## What you are asked to do:
Print each entry exactly, all the way through.

## Data:
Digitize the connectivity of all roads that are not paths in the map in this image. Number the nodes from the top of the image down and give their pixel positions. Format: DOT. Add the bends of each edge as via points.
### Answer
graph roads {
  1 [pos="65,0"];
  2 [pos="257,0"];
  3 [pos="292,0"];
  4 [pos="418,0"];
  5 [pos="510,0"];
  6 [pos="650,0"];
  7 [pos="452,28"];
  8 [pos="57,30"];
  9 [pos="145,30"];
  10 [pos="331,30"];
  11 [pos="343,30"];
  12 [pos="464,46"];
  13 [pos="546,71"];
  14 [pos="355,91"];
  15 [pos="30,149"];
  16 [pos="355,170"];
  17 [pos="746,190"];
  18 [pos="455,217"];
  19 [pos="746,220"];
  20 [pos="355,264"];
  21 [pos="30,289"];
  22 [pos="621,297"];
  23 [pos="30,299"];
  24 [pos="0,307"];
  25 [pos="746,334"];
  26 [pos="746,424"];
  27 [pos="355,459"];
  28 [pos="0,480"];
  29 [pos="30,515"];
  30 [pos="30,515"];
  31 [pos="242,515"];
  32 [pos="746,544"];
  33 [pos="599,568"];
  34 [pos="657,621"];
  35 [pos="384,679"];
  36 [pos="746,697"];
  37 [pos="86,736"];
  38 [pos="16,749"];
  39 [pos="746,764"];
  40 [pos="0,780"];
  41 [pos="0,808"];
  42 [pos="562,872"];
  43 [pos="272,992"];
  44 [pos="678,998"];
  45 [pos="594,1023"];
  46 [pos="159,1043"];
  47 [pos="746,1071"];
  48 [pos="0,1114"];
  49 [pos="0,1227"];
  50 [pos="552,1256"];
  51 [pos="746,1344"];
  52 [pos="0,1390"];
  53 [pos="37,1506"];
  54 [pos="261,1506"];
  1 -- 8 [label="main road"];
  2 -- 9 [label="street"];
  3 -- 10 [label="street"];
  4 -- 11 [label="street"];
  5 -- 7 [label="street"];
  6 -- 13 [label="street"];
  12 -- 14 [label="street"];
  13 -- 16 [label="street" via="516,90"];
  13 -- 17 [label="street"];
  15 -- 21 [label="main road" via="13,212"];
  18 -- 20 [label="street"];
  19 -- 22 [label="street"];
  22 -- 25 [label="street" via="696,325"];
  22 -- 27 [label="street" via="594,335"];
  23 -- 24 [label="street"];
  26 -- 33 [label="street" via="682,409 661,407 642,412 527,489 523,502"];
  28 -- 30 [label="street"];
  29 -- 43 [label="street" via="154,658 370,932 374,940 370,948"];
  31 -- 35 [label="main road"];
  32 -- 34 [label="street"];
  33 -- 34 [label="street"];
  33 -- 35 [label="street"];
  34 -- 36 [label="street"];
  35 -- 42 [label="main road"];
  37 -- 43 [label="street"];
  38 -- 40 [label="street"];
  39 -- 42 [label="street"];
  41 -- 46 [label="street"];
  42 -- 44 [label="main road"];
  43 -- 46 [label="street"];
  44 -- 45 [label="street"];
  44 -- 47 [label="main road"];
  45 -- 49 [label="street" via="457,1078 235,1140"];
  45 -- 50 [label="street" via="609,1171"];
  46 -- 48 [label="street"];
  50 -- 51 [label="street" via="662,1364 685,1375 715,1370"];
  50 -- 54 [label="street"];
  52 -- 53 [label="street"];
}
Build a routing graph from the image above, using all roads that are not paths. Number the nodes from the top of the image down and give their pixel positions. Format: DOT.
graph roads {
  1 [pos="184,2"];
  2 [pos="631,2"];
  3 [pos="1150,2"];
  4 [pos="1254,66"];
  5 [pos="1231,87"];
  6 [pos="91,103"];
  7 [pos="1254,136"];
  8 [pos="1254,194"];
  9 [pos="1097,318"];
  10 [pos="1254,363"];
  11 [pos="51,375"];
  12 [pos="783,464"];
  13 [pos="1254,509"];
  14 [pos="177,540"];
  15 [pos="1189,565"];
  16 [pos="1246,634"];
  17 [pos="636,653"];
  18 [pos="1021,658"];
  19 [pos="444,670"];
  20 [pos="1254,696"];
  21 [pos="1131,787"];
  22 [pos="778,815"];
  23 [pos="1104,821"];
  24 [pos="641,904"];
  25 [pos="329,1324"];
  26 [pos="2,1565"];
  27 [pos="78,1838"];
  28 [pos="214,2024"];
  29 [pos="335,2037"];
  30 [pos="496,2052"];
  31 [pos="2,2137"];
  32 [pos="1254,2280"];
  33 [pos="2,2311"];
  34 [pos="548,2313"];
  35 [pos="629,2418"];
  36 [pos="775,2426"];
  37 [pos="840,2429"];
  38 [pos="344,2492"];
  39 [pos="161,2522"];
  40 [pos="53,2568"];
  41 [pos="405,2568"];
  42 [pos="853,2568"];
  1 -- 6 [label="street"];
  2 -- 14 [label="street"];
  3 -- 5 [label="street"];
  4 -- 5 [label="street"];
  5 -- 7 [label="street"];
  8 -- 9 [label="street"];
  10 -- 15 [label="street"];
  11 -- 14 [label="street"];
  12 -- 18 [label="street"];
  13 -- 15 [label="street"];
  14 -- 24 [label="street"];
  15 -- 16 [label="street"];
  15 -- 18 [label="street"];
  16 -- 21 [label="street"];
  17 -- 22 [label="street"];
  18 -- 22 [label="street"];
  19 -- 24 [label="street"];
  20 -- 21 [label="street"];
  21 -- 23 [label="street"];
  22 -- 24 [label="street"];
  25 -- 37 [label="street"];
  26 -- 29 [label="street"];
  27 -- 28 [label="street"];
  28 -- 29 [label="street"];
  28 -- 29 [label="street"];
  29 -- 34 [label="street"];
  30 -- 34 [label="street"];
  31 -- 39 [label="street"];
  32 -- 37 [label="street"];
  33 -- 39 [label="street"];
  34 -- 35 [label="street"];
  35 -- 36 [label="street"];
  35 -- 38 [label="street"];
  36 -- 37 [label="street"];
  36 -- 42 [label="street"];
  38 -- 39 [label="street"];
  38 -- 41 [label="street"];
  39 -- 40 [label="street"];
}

## Exercise result:
Digitize the connectivity of all roads that are not paths in the map in this image. Number the nodes from the top of the image down and give their pixel positions. Format: DOT. Add the bends of each edge as via points.
### Answer
graph roads {
  1 [pos="65,0"];
  2 [pos="257,0"];
  3 [pos="292,0"];
  4 [pos="418,0"];
  5 [pos="510,0"];
  6 [pos="650,0"];
  7 [pos="452,28"];
  8 [pos="57,30"];
  9 [pos="145,30"];
  10 [pos="331,30"];
  11 [pos="343,30"];
  12 [pos="464,46"];
  13 [pos="546,71"];
  14 [pos="355,91"];
  15 [pos="30,149"];
  16 [pos="355,170"];
  17 [pos="746,190"];
  18 [pos="455,217"];
  19 [pos="746,220"];
  20 [pos="355,264"];
  21 [pos="30,289"];
  22 [pos="621,297"];
  23 [pos="30,299"];
  24 [pos="0,307"];
  25 [pos="746,334"];
  26 [pos="746,424"];
  27 [pos="355,459"];
  28 [pos="0,480"];
  29 [pos="30,515"];
  30 [pos="30,515"];
  31 [pos="242,515"];
  32 [pos="746,544"];
  33 [pos="599,568"];
  34 [pos="657,621"];
  35 [pos="384,679"];
  36 [pos="746,697"];
  37 [pos="86,736"];
  38 [pos="16,749"];
  39 [pos="746,764"];
  40 [pos="0,780"];
  41 [pos="0,808"];
  42 [pos="562,872"];
  43 [pos="272,992"];
  44 [pos="678,998"];
  45 [pos="594,1023"];
  46 [pos="159,1043"];
  47 [pos="746,1071"];
  48 [pos="0,1114"];
  49 [pos="0,1227"];
  50 [pos="552,1256"];
  51 [pos="746,1344"];
  52 [pos="0,1390"];
  53 [pos="37,1506"];
  54 [pos="261,1506"];
  1 -- 8 [label="main road"];
  2 -- 9 [label="street"];
  3 -- 10 [label="street"];
  4 -- 11 [label="street"];
  5 -- 7 [label="street"];
  6 -- 13 [label="street"];
  12 -- 14 [label="street"];
  13 -- 16 [label="street" via="516,90"];
  13 -- 17 [label="street"];
  15 -- 21 [label="main road" via="13,212"];
  18 -- 20 [label="street"];
  19 -- 22 [label="street"];
  22 -- 25 [label="street" via="696,325"];
  22 -- 27 [label="street" via="594,335"];
  23 -- 24 [label="street"];
  26 -- 33 [label="street" via="682,409 661,407 642,412 527,489 523,502"];
  28 -- 30 [label="street"];
  29 -- 43 [label="street" via="154,658 370,932 374,940 370,948"];
  31 -- 35 [label="main road"];
  32 -- 34 [label="street"];
  33 -- 34 [label="street"];
  33 -- 35 [label="street"];
  34 -- 36 [label="street"];
  35 -- 42 [label="main road"];
  37 -- 43 [label="street"];
  38 -- 40 [label="street"];
  39 -- 42 [label="street"];
  41 -- 46 [label="street"];
  42 -- 44 [label="main road"];
  43 -- 46 [label="street"];
  44 -- 45 [label="street"];
  44 -- 47 [label="main road"];
  45 -- 49 [label="street" via="457,1078 235,1140"];
  45 -- 50 [label="street" via="609,1171"];
  46 -- 48 [label="street"];
  50 -- 51 [label="street" via="662,1364 685,1375 715,1370"];
  50 -- 54 [label="street"];
  52 -- 53 [label="street"];
}
Build a routing graph from the image above, using all roads that are not paths. Number the nodes from the top of the image down and give their pixel positions. Format: DOT.
graph roads {
  1 [pos="184,2"];
  2 [pos="631,2"];
  3 [pos="1150,2"];
  4 [pos="1254,66"];
  5 [pos="1231,87"];
  6 [pos="91,103"];
  7 [pos="1254,136"];
  8 [pos="1254,194"];
  9 [pos="1097,318"];
  10 [pos="1254,363"];
  11 [pos="51,375"];
  12 [pos="783,464"];
  13 [pos="1254,509"];
  14 [pos="177,540"];
  15 [pos="1189,565"];
  16 [pos="1246,634"];
  17 [pos="636,653"];
  18 [pos="1021,658"];
  19 [pos="444,670"];
  20 [pos="1254,696"];
  21 [pos="1131,787"];
  22 [pos="778,815"];
  23 [pos="1104,821"];
  24 [pos="641,904"];
  25 [pos="329,1324"];
  26 [pos="2,1565"];
  27 [pos="78,1838"];
  28 [pos="214,2024"];
  29 [pos="335,2037"];
  30 [pos="496,2052"];
  31 [pos="2,2137"];
  32 [pos="1254,2280"];
  33 [pos="2,2311"];
  34 [pos="548,2313"];
  35 [pos="629,2418"];
  36 [pos="775,2426"];
  37 [pos="840,2429"];
  38 [pos="344,2492"];
  39 [pos="161,2522"];
  40 [pos="53,2568"];
  41 [pos="405,2568"];
  42 [pos="853,2568"];
  1 -- 6 [label="street"];
  2 -- 14 [label="street"];
  3 -- 5 [label="street"];
  4 -- 5 [label="street"];
  5 -- 7 [label="street"];
  8 -- 9 [label="street"];
  10 -- 15 [label="street"];
  11 -- 14 [label="street"];
  12 -- 18 [label="street"];
  13 -- 15 [label="street"];
  14 -- 24 [label="street"];
  15 -- 16 [label="street"];
  15 -- 18 [label="street"];
  16 -- 21 [label="street"];
  17 -- 22 [label="street"];
  18 -- 22 [label="street"];
  19 -- 24 [label="street"];
  20 -- 21 [label="street"];
  21 -- 23 [label="street"];
  22 -- 24 [label="street"];
  25 -- 37 [label="street"];
  26 -- 29 [label="street"];
  27 -- 28 [label="street"];
  28 -- 29 [label="street"];
  28 -- 29 [label="street"];
  29 -- 34 [label="street"];
  30 -- 34 [label="street"];
  31 -- 39 [label="street"];
  32 -- 37 [label="street"];
  33 -- 39 [label="street"];
  34 -- 35 [label="street"];
  35 -- 36 [label="street"];
  35 -- 38 [label="street"];
  36 -- 37 [label="street"];
  36 -- 42 [label="street"];
  38 -- 39 [label="street"];
  38 -- 41 [label="street"];
  39 -- 40 [label="street"];
}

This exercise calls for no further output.